Random scattered cells expressing Actin-GFP were generated by heat-shock mediated flip-out expression of Gal4. A-B) Labeled actin is expressed in cell 1 before wounding (Ai,Bi). These cells are not close to the wound (inset in Aii). By 28 min after wounding, actin-GFP equilibrated between cells 1 and 2 (Aii,Bii), demonstrating cytoplasmic fusion. The resulting syncytium had no access to the leading edge, and actin remained equilibrated, as shown in the kymograph (Biii) generated from actin-GFP intensity over time at the yellow line in Bii. Fusion was confirmed at 180 min after wounding by apical shrinking of cell 2 (not shown). C-D) Labeled actin is expressed in cell 1 before wounding (Ci,Di) and equilibrates between cells 1 and 2 by 6 minutes after wounding, demonstrating cytoplasmic fusion (Cii,Dii). The resulting syncytium contacts the leading edge, and by 28 min after wounding actin from cell 1 is redistributed to the wound margin (Ciii,Diii), as shown in the kymograph (Div) of actin intensity over time at the yellow line in Diii. Fusion was confirmed at 55 min after wounding, by apical shrinking of cell 1 (not shown). E-F) Before wounding, actin-GFP in cell 1 is three cells away from the future leading edge. After wounding, fusion of cells 1-4 allows actin-GFP to be subcellularly localized to the leading-edge actin cable. Border breakdown is visible between cells 1-2 at 30 min after wounding (Ev) and apical shrinking occurs later (see Video 6). G) Mean profile plot of actin-GFP comparing the syncytia in Fv at 30 min after wounding (dark line) with the cells in Fi before wounding (dotted line) demonstrating that nearly all actin-GFP has been relocalized to the leading edge from its starting position 20-30 µm away. Single Z slices for Ei - ii, Fi - ii; maximum intensity projections for A-D, Eiii - v, Fiii - v. Scale bar for panels in A-B shown in Bii, 10 µm. Scale bar for panels in C-D shown in Diii, 5 µm. Scale bar for panels E-F shown in Fv, 10 µm.

Characteristics of the pupal notum epithelium.

A-C) An example of mitosis occurring ∼80 µm from the wound. Scale bar for A-C shown in Cv, 10 µm. D) Z-slices at different depths of GFP-labeled cells reveal that the apical area (red outline) does not reflect the position of cells at basal slices (yellow arrows). The nuclear shadow in panel Dii demonstrates the location of the nucleus. Scale bar, 10 µm. E-H) Ecad-GFP and p120ctnRFP colocalize and behave similarly during border breakdown. Arrowheads in F-H points to borders breaking down in first hour after wounding. Scale bar for F-H shown in Hv, 10 µm.

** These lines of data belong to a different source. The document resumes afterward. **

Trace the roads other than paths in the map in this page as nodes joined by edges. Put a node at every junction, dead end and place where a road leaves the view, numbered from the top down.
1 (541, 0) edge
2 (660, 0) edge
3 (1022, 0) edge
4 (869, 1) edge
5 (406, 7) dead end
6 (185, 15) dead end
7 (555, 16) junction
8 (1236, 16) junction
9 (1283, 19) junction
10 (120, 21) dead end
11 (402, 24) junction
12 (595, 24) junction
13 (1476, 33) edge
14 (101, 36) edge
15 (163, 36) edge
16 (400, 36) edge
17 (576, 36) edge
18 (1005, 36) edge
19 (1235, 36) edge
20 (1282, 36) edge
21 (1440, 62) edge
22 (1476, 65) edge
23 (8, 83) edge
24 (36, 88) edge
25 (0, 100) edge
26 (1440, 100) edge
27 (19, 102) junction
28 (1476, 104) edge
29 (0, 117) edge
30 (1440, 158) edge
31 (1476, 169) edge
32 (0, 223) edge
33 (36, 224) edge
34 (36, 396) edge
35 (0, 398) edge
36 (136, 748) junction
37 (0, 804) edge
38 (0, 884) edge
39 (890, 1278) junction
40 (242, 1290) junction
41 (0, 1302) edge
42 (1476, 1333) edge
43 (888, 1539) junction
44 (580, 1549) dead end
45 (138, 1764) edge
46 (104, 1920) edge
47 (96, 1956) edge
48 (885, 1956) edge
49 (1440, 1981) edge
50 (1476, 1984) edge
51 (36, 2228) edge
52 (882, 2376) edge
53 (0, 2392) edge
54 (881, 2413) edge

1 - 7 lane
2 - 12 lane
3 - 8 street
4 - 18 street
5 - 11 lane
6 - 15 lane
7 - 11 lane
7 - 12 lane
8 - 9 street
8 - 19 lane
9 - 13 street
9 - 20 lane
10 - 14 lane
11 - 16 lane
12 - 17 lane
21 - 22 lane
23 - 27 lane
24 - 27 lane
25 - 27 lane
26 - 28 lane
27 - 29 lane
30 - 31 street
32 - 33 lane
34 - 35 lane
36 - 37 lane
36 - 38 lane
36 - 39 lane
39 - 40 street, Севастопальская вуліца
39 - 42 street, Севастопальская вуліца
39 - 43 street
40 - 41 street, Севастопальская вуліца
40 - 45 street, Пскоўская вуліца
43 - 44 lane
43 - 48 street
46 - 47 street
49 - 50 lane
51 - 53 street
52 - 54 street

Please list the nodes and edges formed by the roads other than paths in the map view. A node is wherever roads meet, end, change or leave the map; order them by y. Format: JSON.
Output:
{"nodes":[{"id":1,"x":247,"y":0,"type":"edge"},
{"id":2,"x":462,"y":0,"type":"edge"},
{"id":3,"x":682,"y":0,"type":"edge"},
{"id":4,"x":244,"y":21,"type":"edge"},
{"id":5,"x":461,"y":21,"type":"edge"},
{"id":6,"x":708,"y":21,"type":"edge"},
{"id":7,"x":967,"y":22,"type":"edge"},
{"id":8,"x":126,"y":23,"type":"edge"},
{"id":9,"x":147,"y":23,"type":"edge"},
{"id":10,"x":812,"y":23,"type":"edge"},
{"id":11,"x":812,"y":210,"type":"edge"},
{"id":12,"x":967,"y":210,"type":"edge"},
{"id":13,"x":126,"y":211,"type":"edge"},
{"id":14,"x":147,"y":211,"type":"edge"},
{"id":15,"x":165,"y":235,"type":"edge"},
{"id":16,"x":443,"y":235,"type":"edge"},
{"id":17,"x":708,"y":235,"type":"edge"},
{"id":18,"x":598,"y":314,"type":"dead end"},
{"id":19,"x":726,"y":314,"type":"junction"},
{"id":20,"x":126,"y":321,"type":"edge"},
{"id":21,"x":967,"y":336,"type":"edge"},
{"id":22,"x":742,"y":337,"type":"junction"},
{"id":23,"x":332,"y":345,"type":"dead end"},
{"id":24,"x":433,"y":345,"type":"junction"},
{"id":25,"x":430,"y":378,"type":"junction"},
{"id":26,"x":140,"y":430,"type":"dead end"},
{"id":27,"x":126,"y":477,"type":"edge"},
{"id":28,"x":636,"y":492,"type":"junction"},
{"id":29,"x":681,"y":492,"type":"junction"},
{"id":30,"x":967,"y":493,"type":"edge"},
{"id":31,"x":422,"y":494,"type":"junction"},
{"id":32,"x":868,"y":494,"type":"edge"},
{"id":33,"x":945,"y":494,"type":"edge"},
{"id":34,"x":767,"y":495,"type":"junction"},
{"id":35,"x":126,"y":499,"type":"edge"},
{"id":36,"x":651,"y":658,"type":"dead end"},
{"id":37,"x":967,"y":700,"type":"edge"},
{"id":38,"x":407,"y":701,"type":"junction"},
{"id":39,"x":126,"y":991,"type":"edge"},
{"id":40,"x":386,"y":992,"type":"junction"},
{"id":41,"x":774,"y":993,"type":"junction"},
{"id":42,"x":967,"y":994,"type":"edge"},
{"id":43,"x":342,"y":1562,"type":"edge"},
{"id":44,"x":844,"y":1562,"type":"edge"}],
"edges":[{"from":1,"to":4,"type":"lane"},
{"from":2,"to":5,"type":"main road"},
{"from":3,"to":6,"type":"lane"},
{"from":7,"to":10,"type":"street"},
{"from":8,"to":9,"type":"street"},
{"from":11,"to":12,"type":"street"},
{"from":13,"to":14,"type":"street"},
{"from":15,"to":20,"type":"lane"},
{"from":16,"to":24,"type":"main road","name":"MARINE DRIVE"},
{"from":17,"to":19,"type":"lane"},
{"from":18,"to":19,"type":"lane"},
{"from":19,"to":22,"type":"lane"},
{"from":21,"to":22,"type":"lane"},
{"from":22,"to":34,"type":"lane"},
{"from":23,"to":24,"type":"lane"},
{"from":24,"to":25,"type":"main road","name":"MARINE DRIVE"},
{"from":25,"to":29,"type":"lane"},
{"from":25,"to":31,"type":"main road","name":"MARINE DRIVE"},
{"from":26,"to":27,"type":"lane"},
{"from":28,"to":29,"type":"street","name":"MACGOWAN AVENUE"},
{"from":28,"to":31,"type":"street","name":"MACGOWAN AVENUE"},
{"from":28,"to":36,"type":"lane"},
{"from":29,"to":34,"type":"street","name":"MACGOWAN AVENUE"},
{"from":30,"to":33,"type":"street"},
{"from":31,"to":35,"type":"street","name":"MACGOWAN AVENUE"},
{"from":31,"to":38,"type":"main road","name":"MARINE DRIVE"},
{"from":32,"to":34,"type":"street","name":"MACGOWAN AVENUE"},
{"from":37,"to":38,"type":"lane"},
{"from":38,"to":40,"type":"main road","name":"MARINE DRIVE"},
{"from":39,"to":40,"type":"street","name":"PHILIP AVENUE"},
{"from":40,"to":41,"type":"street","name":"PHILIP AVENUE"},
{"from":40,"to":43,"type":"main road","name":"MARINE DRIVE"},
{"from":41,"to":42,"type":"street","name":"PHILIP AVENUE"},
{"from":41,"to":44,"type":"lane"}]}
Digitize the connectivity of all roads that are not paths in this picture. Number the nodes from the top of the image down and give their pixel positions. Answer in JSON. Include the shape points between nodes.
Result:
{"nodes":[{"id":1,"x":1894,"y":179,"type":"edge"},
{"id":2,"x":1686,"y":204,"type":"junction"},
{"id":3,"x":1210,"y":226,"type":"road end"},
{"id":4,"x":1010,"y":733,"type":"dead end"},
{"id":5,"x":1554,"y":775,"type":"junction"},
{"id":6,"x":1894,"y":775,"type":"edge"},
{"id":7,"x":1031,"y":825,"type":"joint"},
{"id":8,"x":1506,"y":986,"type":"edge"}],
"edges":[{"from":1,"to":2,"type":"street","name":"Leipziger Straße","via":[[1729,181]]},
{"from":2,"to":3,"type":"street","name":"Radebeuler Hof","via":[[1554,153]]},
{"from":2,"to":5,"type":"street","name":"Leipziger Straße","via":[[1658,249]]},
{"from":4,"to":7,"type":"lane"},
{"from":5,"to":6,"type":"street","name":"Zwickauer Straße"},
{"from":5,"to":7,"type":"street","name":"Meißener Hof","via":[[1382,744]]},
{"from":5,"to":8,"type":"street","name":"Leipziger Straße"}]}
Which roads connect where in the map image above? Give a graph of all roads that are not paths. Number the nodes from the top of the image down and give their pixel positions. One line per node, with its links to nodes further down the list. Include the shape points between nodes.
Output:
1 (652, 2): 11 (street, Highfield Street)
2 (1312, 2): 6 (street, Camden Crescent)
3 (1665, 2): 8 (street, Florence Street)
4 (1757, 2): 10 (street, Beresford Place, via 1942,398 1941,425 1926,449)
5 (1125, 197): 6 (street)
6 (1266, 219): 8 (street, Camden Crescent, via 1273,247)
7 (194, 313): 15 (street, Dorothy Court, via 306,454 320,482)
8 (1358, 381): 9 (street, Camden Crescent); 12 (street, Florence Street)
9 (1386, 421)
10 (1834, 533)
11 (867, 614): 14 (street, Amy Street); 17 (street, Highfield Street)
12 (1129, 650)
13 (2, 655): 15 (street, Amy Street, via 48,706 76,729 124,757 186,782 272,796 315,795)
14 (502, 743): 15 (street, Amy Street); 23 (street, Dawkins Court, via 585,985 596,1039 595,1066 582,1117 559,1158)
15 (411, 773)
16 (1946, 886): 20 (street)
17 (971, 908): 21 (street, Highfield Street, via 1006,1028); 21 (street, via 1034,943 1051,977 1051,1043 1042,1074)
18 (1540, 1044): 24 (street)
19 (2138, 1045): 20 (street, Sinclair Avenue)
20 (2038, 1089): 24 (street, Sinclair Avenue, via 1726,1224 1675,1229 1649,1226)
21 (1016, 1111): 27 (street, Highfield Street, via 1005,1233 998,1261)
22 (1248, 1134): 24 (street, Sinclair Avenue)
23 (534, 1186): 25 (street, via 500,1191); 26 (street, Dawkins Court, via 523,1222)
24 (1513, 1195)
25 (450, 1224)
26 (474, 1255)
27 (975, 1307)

Temporal analysis of fusion events

A) An example of an untrackable cell is shown. After wounding, cell 1 loses cytoplasmic GFP, but there is no obvious recipient cell. Cell 1 then shrinks. Scale bar = 10 µm. B) Cells individually labeled with GFP reveal the timing and frequency of fusion or GFP loss (untrackable). C) Fusion cells from panel B were divided into two types of fusion events, shrinking cells and border breakdowns, to compare the temporal onset of each type of fusion. D) Cell shrinking was a lengthy and variable process, lasting up to hundreds of minutes. 274 shrinking cell events from three wounds were identified by p120ctnRFP, mean and SD indicated.

Comparisons of tangential and radial border breakdowns

A) The distance of tangential and radial border breakdown events from the wound, compared over time binned into 10 min intervals. The data is the same as in Figure 6B, from four wounds, with a total of 235 border breakdowns: 39 radial and 196 tangential. Border breakdown events were identified by p120ctn. B) The timing of tangential vs radial border breakdown fusion events observed in single GFP-labeled cells.